### Task details
Copy each line below holding "bottom".

##########

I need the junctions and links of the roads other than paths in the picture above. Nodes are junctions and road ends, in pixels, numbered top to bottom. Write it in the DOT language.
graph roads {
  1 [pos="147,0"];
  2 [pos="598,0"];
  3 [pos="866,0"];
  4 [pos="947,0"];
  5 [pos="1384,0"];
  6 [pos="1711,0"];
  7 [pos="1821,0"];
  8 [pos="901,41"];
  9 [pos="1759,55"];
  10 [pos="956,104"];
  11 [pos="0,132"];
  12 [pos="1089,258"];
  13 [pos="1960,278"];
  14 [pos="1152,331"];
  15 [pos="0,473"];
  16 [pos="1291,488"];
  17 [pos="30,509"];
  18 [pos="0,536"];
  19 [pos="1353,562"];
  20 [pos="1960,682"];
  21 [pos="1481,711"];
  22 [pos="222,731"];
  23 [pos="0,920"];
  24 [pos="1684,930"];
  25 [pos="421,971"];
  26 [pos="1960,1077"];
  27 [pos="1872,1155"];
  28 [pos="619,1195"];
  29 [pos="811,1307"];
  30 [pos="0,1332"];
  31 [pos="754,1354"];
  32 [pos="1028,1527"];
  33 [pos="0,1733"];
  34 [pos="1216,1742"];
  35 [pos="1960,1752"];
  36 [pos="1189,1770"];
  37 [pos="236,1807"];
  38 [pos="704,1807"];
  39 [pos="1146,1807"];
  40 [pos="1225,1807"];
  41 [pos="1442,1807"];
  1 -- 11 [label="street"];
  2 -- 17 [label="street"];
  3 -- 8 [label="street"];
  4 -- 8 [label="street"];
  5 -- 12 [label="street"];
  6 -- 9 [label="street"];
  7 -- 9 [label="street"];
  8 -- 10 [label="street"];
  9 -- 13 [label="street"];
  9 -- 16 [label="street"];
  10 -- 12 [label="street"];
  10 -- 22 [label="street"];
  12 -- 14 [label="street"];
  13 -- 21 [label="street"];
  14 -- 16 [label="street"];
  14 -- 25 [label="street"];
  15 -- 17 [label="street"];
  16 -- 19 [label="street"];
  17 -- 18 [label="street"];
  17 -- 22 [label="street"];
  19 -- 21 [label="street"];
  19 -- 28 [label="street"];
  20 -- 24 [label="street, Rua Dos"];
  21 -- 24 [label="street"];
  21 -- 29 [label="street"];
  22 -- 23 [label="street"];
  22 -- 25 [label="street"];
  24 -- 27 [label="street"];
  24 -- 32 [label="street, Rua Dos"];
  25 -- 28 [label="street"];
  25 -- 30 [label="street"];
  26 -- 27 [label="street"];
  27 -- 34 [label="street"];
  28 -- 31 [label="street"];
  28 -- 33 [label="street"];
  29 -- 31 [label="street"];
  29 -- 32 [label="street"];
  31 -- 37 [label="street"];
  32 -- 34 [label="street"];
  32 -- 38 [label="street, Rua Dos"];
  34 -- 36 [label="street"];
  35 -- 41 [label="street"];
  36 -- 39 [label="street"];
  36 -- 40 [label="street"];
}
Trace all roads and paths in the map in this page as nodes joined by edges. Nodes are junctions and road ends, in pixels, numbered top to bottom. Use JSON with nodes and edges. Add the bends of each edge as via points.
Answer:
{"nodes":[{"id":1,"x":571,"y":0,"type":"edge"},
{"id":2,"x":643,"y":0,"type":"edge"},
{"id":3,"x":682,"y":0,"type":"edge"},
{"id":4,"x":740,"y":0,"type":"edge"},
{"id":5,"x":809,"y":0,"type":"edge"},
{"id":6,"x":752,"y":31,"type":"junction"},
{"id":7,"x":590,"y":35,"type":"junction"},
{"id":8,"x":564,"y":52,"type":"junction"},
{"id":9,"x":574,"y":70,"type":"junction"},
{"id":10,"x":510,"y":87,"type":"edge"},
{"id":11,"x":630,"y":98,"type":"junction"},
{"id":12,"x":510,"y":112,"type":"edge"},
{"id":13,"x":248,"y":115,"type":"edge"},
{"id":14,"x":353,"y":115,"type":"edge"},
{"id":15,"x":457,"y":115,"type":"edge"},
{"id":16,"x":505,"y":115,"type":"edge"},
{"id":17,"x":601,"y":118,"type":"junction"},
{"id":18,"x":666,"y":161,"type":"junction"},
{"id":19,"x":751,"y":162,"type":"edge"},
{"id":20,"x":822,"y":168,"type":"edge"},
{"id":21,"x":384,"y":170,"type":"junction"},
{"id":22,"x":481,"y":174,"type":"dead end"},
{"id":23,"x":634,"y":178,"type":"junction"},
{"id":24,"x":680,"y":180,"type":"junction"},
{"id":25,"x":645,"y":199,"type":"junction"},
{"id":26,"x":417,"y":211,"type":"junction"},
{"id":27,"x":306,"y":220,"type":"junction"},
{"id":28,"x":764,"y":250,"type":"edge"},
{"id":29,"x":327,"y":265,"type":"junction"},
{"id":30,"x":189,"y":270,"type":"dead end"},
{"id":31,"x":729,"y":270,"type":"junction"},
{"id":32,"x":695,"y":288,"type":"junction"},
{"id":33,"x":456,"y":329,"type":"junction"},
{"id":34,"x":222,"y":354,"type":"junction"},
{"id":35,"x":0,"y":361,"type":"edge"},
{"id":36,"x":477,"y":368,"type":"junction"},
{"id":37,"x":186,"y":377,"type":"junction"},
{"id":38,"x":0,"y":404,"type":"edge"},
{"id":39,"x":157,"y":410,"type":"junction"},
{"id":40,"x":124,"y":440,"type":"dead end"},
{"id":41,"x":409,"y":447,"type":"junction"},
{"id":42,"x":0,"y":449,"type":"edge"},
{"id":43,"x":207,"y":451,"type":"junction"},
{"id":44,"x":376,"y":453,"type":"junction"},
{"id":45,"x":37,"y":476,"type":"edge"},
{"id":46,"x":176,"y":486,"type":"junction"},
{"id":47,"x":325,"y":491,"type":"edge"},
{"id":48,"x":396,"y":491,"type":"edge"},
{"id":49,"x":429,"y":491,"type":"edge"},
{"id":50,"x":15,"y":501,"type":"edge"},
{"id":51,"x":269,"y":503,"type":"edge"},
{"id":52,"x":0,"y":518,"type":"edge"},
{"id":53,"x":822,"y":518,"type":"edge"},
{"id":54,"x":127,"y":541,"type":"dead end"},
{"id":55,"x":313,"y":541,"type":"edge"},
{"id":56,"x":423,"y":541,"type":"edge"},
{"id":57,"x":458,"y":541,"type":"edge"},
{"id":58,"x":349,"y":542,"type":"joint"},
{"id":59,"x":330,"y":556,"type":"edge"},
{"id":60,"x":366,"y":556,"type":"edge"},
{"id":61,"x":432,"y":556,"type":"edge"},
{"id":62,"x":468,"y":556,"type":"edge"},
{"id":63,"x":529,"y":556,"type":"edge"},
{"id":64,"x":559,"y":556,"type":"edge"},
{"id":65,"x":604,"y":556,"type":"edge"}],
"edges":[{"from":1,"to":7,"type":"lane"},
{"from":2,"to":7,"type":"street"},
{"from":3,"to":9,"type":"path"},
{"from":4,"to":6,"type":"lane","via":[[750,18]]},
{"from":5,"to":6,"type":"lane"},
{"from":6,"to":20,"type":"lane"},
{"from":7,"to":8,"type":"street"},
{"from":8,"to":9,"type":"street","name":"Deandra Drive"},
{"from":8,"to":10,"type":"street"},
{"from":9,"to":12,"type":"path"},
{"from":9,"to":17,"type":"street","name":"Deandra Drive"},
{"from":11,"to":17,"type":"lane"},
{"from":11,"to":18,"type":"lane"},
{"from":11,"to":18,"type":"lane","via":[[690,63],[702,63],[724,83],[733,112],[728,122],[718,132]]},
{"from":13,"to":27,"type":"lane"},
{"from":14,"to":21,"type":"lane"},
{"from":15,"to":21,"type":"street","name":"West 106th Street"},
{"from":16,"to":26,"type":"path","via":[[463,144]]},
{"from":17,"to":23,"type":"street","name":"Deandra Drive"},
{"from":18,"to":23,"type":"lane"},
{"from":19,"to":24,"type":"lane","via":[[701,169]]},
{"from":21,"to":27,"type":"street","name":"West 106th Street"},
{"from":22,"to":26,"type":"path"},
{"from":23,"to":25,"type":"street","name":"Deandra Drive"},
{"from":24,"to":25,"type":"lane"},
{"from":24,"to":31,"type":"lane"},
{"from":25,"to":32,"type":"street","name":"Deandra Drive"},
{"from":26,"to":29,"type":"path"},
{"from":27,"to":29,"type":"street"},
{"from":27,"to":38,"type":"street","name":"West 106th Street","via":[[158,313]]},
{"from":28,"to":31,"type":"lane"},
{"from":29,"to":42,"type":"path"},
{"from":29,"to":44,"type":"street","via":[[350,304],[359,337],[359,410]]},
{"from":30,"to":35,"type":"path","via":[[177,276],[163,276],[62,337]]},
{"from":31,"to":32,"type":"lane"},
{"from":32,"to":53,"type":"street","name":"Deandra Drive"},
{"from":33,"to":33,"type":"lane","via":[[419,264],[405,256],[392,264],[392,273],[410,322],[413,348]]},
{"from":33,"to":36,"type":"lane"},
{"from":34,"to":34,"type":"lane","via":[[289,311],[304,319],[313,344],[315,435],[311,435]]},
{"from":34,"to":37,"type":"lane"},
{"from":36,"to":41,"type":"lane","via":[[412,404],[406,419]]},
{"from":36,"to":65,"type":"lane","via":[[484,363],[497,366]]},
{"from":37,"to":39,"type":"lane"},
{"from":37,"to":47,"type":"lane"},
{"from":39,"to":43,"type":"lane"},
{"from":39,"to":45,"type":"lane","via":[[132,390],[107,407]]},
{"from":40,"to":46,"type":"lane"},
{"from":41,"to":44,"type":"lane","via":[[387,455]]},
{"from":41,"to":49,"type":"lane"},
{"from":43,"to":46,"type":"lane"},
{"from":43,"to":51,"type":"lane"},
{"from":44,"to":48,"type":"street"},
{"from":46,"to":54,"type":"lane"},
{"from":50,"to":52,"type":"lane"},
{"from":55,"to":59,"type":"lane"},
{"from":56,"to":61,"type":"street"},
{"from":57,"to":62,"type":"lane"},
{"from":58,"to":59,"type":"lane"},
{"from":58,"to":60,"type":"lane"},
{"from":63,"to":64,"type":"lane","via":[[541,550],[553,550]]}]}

##########

### Solution below
I need the junctions and links of the roads other than paths in the picture above. Nodes are junctions and road ends, in pixels, numbered top to bottom. Write it in the DOT language.
Trace all roads and paths in the map in this page as nodes joined by edges. Nodes are junctions and road ends, in pixels, numbered top to bottom. Use JSON with nodes and edges. Add the bends of each edge as via points.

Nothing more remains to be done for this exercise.